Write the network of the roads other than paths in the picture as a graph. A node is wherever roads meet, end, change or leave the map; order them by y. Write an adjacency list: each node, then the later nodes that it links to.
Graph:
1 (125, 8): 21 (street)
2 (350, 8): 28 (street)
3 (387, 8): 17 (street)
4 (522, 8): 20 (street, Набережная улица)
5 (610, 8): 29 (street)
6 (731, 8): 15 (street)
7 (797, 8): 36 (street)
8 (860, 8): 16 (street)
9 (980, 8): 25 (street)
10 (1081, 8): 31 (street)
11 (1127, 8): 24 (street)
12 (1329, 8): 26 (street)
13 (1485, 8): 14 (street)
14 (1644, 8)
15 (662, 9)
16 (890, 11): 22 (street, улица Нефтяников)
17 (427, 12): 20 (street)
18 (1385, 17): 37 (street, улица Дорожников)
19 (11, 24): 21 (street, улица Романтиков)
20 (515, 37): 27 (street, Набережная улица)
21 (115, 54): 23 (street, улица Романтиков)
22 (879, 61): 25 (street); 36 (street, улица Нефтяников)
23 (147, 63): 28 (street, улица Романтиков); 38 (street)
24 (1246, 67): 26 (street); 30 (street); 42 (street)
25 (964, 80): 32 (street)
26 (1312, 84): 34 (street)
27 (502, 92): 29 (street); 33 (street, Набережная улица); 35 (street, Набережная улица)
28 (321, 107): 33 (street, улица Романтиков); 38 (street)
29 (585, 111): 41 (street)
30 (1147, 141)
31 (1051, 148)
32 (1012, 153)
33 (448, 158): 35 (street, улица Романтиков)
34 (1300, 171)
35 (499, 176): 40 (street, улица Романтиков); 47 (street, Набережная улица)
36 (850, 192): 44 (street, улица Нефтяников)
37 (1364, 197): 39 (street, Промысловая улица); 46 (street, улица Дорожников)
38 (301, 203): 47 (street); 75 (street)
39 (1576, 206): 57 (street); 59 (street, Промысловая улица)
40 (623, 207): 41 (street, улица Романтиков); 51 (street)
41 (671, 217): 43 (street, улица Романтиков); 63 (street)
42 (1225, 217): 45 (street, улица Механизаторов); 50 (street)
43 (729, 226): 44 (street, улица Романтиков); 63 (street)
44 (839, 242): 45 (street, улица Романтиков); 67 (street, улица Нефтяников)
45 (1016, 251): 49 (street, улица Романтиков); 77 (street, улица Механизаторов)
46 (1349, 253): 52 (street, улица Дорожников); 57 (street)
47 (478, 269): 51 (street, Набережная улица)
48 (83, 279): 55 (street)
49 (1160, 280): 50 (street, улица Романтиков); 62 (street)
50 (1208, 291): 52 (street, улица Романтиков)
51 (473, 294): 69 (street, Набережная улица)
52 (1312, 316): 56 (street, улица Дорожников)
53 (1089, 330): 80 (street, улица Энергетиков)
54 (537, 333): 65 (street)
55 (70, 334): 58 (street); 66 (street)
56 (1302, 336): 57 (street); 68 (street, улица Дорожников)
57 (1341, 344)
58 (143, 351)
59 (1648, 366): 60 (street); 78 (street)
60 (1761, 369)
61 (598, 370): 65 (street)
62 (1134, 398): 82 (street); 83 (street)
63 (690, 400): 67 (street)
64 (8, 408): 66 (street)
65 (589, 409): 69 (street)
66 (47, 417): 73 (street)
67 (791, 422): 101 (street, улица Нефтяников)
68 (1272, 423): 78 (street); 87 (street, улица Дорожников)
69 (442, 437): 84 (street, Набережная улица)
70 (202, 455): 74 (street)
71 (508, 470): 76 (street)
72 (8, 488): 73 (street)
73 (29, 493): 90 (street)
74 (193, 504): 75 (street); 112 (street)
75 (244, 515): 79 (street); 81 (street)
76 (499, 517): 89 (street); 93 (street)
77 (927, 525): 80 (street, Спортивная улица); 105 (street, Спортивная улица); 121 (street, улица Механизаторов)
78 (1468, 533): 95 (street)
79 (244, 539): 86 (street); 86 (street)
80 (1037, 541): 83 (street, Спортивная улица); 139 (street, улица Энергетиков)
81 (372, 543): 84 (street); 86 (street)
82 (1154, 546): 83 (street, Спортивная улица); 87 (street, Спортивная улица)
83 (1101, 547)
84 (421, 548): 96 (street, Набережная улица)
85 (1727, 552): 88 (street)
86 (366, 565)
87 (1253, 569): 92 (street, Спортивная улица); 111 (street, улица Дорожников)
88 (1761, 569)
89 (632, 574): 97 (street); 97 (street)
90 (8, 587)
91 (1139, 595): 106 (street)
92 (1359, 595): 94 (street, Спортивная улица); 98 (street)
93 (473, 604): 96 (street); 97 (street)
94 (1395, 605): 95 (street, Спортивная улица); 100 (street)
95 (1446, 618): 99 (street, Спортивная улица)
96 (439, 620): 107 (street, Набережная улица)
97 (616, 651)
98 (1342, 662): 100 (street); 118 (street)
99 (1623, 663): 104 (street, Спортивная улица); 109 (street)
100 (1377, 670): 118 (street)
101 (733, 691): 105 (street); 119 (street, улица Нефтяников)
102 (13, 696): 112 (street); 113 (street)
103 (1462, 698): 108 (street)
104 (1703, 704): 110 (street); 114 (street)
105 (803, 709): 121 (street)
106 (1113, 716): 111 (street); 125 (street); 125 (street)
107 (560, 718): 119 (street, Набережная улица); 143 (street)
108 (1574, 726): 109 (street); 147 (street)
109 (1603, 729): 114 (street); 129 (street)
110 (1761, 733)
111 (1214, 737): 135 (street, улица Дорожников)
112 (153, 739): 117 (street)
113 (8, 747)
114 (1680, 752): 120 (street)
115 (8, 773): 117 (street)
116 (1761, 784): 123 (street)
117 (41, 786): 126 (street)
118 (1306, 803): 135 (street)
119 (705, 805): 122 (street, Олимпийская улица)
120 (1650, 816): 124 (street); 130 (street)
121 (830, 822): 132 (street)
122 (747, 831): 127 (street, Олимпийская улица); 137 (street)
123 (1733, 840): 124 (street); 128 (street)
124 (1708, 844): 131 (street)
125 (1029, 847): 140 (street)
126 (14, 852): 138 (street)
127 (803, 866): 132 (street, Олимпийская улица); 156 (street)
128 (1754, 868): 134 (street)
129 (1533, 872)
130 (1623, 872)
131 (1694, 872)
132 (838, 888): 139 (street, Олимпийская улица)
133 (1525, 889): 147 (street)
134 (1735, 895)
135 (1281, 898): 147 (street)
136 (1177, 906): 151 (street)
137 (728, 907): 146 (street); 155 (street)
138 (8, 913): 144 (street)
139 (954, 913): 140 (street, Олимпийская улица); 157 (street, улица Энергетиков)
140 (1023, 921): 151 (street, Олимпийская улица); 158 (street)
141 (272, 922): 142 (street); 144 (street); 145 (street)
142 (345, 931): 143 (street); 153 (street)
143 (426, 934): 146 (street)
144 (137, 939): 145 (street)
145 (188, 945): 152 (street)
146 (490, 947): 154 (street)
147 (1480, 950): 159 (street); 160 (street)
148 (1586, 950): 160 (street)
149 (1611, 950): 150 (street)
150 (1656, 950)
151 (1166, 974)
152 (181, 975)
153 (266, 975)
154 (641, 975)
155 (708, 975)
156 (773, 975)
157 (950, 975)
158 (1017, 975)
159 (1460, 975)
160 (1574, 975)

__________

> ACTIVITY
Copy each line of the data above exactly as it appears.

> EXERCISE RESULT
Write the network of the roads other than paths in the picture as a graph. A node is wherever roads meet, end, change or leave the map; order them by y. Write an adjacency list: each node, then the later nodes that it links to.
Graph:
1 (125, 8): 21 (street)
2 (350, 8): 28 (street)
3 (387, 8): 17 (street)
4 (522, 8): 20 (street, Набережная улица)
5 (610, 8): 29 (street)
6 (731, 8): 15 (street)
7 (797, 8): 36 (street)
8 (860, 8): 16 (street)
9 (980, 8): 25 (street)
10 (1081, 8): 31 (street)
11 (1127, 8): 24 (street)
12 (1329, 8): 26 (street)
13 (1485, 8): 14 (street)
14 (1644, 8)
15 (662, 9)
16 (890, 11): 22 (street, улица Нефтяников)
17 (427, 12): 20 (street)
18 (1385, 17): 37 (street, улица Дорожников)
19 (11, 24): 21 (street, улица Романтиков)
20 (515, 37): 27 (street, Набережная улица)
21 (115, 54): 23 (street, улица Романтиков)
22 (879, 61): 25 (street); 36 (street, улица Нефтяников)
23 (147, 63): 28 (street, улица Романтиков); 38 (street)
24 (1246, 67): 26 (street); 30 (street); 42 (street)
25 (964, 80): 32 (street)
26 (1312, 84): 34 (street)
27 (502, 92): 29 (street); 33 (street, Набережная улица); 35 (street, Набережная улица)
28 (321, 107): 33 (street, улица Романтиков); 38 (street)
29 (585, 111): 41 (street)
30 (1147, 141)
31 (1051, 148)
32 (1012, 153)
33 (448, 158): 35 (street, улица Романтиков)
34 (1300, 171)
35 (499, 176): 40 (street, улица Романтиков); 47 (street, Набережная улица)
36 (850, 192): 44 (street, улица Нефтяников)
37 (1364, 197): 39 (street, Промысловая улица); 46 (street, улица Дорожников)
38 (301, 203): 47 (street); 75 (street)
39 (1576, 206): 57 (street); 59 (street, Промысловая улица)
40 (623, 207): 41 (street, улица Романтиков); 51 (street)
41 (671, 217): 43 (street, улица Романтиков); 63 (street)
42 (1225, 217): 45 (street, улица Механизаторов); 50 (street)
43 (729, 226): 44 (street, улица Романтиков); 63 (street)
44 (839, 242): 45 (street, улица Романтиков); 67 (street, улица Нефтяников)
45 (1016, 251): 49 (street, улица Романтиков); 77 (street, улица Механизаторов)
46 (1349, 253): 52 (street, улица Дорожников); 57 (street)
47 (478, 269): 51 (street, Набережная улица)
48 (83, 279): 55 (street)
49 (1160, 280): 50 (street, улица Романтиков); 62 (street)
50 (1208, 291): 52 (street, улица Романтиков)
51 (473, 294): 69 (street, Набережная улица)
52 (1312, 316): 56 (street, улица Дорожников)
53 (1089, 330): 80 (street, улица Энергетиков)
54 (537, 333): 65 (street)
55 (70, 334): 58 (street); 66 (street)
56 (1302, 336): 57 (street); 68 (street, улица Дорожников)
57 (1341, 344)
58 (143, 351)
59 (1648, 366): 60 (street); 78 (street)
60 (1761, 369)
61 (598, 370): 65 (street)
62 (1134, 398): 82 (street); 83 (street)
63 (690, 400): 67 (street)
64 (8, 408): 66 (street)
65 (589, 409): 69 (street)
66 (47, 417): 73 (street)
67 (791, 422): 101 (street, улица Нефтяников)
68 (1272, 423): 78 (street); 87 (street, улица Дорожников)
69 (442, 437): 84 (street, Набережная улица)
70 (202, 455): 74 (street)
71 (508, 470): 76 (street)
72 (8, 488): 73 (street)
73 (29, 493): 90 (street)
74 (193, 504): 75 (street); 112 (street)
75 (244, 515): 79 (street); 81 (street)
76 (499, 517): 89 (street); 93 (street)
77 (927, 525): 80 (street, Спортивная улица); 105 (street, Спортивная улица); 121 (street, улица Механизаторов)
78 (1468, 533): 95 (street)
79 (244, 539): 86 (street); 86 (street)
80 (1037, 541): 83 (street, Спортивная улица); 139 (street, улица Энергетиков)
81 (372, 543): 84 (street); 86 (street)
82 (1154, 546): 83 (street, Спортивная улица); 87 (street, Спортивная улица)
83 (1101, 547)
84 (421, 548): 96 (street, Набережная улица)
85 (1727, 552): 88 (street)
86 (366, 565)
87 (1253, 569): 92 (street, Спортивная улица); 111 (street, улица Дорожников)
88 (1761, 569)
89 (632, 574): 97 (street); 97 (street)
90 (8, 587)
91 (1139, 595): 106 (street)
92 (1359, 595): 94 (street, Спортивная улица); 98 (street)
93 (473, 604): 96 (street); 97 (street)
94 (1395, 605): 95 (street, Спортивная улица); 100 (street)
95 (1446, 618): 99 (street, Спортивная улица)
96 (439, 620): 107 (street, Набережная улица)
97 (616, 651)
98 (1342, 662): 100 (street); 118 (street)
99 (1623, 663): 104 (street, Спортивная улица); 109 (street)
100 (1377, 670): 118 (street)
101 (733, 691): 105 (street); 119 (street, улица Нефтяников)
102 (13, 696): 112 (street); 113 (street)
103 (1462, 698): 108 (street)
104 (1703, 704): 110 (street); 114 (street)
105 (803, 709): 121 (street)
106 (1113, 716): 111 (street); 125 (street); 125 (street)
107 (560, 718): 119 (street, Набережная улица); 143 (street)
108 (1574, 726): 109 (street); 147 (street)
109 (1603, 729): 114 (street); 129 (street)
110 (1761, 733)
111 (1214, 737): 135 (street, улица Дорожников)
112 (153, 739): 117 (street)
113 (8, 747)
114 (1680, 752): 120 (street)
115 (8, 773): 117 (street)
116 (1761, 784): 123 (street)
117 (41, 786): 126 (street)
118 (1306, 803): 135 (street)
119 (705, 805): 122 (street, Олимпийская улица)
120 (1650, 816): 124 (street); 130 (street)
121 (830, 822): 132 (street)
122 (747, 831): 127 (street, Олимпийская улица); 137 (street)
123 (1733, 840): 124 (street); 128 (street)
124 (1708, 844): 131 (street)
125 (1029, 847): 140 (street)
126 (14, 852): 138 (street)
127 (803, 866): 132 (street, Олимпийская улица); 156 (street)
128 (1754, 868): 134 (street)
129 (1533, 872)
130 (1623, 872)
131 (1694, 872)
132 (838, 888): 139 (street, Олимпийская улица)
133 (1525, 889): 147 (street)
134 (1735, 895)
135 (1281, 898): 147 (street)
136 (1177, 906): 151 (street)
137 (728, 907): 146 (street); 155 (street)
138 (8, 913): 144 (street)
139 (954, 913): 140 (street, Олимпийская улица); 157 (street, улица Энергетиков)
140 (1023, 921): 151 (street, Олимпийская улица); 158 (street)
141 (272, 922): 142 (street); 144 (street); 145 (street)
142 (345, 931): 143 (street); 153 (street)
143 (426, 934): 146 (street)
144 (137, 939): 145 (street)
145 (188, 945): 152 (street)
146 (490, 947): 154 (street)
147 (1480, 950): 159 (street); 160 (street)
148 (1586, 950): 160 (street)
149 (1611, 950): 150 (street)
150 (1656, 950)
151 (1166, 974)
152 (181, 975)
153 (266, 975)
154 (641, 975)
155 (708, 975)
156 (773, 975)
157 (950, 975)
158 (1017, 975)
159 (1460, 975)
160 (1574, 975)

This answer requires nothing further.